Lesson to be learned: “It takes twenty years to build a reputation and five minutes to ruin it. If you think about that, you’ll do things differently.” – Warren Buffett. Sadly, the same can be said about your portfolio (see global stock markets in 2008). However, by keeping a smart and disciplined investment strategy and maintaining a broadly diversified blend of assets, you can improve your probability of long-term success and minimize the negative impacts that extreme bear markets can have on your financial well-being.
FormulaFolios has two simple indicators we share that help you see how the economy is doing (we call this the Recession Probability Index, or RPI), as well as if the US Stock Market is strong (bull) or weak (bear).
In a nutshell, we want the RPI to be low on the scale of 1 to 100. For the US Equity Bull/Bear indicator, we want it to read least 67% bullish. When those two things occur, our research shows market performance is strongest and least volatile.
The Recession Probability Index (RPI) has a current reading of 19.40, forecasting further economic growth and not warning of a recession at this time. The Bull/Bear indicator is currently 100% bullish. This means our models believe there is a slightly higher than average likelihood of stock market increases in the near term (within the next 18 months).
Weekly Comments & Charts
The S&P 500 finished slightly negative for the second consecutive week, following a streak of eight consecutive weeks of gains (the longest weekly winning streak since 2006). However, the Index remains firmly in the upward trend that began in mid-February 2016. Shorter-term momentum has continued in recent months as the Index has continued to reach new all-time highs, illustrating there may still be further gains ahead. While volatility and downward pressure had slightly increased, stock markets are still in a historically low risk and volatility environment as there has not been a 5%+ correction for the S&P 500 in 353 trading days – the fourth longest streak in the history of the Index. The coming weeks should continue to provide valuable insight about the near-term direction of the S&P 500, but it seems to remain in a bullish pattern for now.
*Chart created at StockCharts.com
US stocks finished the week mixed as investors look forward to the holiday season.
Large-cap US stock indices were slightly negative for the week while smaller-cap US stock indices experienced modest gains. While there were no major movements throughout the week, the S&P 500 broke a 50-day streak of avoiding a daily decline of greater than 0.50% (the Index fell just 0.55% on Wednesday). This was the longest stretch without a 0.50% daily loss since 1965, reaffirming the trend of extremely low volatility in the US stock markets so far in 2017.

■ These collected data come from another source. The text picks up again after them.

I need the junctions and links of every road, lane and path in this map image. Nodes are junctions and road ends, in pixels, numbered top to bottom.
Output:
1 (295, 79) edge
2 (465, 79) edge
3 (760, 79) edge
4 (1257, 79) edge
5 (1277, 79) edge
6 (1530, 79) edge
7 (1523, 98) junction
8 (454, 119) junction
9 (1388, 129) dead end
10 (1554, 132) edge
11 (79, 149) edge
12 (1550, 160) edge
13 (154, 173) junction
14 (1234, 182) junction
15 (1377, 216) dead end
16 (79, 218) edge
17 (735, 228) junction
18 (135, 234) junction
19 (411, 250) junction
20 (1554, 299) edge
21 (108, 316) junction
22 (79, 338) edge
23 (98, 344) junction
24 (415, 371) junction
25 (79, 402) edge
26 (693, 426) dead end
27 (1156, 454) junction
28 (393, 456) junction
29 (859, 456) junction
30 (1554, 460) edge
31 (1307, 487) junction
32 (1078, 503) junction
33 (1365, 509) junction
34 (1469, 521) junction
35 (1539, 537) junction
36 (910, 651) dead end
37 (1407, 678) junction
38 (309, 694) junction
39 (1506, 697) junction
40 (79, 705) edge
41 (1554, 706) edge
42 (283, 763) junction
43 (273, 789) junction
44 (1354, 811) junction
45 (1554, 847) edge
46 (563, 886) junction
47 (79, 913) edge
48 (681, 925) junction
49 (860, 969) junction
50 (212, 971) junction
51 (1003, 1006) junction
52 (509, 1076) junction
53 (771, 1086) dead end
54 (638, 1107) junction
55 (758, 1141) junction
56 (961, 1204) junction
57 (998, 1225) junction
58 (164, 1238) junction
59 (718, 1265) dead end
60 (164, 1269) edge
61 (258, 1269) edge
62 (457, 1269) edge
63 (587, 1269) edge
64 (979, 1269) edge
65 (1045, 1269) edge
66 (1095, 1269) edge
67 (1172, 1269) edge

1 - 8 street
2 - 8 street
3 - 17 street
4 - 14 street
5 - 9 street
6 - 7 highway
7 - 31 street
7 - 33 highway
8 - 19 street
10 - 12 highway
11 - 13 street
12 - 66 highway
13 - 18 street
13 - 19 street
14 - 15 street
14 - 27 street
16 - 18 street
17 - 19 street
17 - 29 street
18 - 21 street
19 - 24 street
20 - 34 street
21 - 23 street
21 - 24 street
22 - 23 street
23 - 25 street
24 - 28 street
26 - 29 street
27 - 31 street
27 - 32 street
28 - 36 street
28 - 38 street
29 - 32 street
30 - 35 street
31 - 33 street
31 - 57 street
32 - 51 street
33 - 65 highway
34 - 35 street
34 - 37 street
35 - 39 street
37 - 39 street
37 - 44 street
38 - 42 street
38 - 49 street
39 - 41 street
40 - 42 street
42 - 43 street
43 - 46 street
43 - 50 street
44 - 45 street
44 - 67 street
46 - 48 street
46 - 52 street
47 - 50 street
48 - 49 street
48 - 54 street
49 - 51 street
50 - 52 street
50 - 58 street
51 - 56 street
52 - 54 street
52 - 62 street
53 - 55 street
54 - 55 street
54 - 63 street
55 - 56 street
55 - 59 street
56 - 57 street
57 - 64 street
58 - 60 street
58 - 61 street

As broad markets were somewhat mixed, US retail sales data was stronger than expected for October and revised upward for September. Though the 0.2% growth rate experienced was not much higher than the 0.1% expectation, the recent string of positive sales data could bode well for retailers heading into the holiday shopping season. With the labor market remaining healthy and consumer sentiment strong, sales could increase through the end of the year as shoppers feel comfortable and confident about spending their money. All things equal, higher sales and consumer spending would help boost broad US economic growth.
Though markets remain in an upward trend, it is important to remember the future is largely independent of the past. Broad US stocks have been experiencing strong gains with minimal volatility and virtually no drawdowns so far in 2017. In this environment, it can be easy to forget there are risks to investing. However, it was less than two years ago (at the beginning of 2016) when the US stock market experienced the worst start to a year in recorded history. This is why it is still important to include a broad range of asset classes in your portfolio for more consistent and more stable longer-term results, rather than chasing “hot” short-term returns.
As investors, we need to stay committed to our long-term financial goals. All the short-term news and market movements can be the most debilitating of all when it comes to making sound investment decisions; especially if we allow them to influence knee-jerk decisions.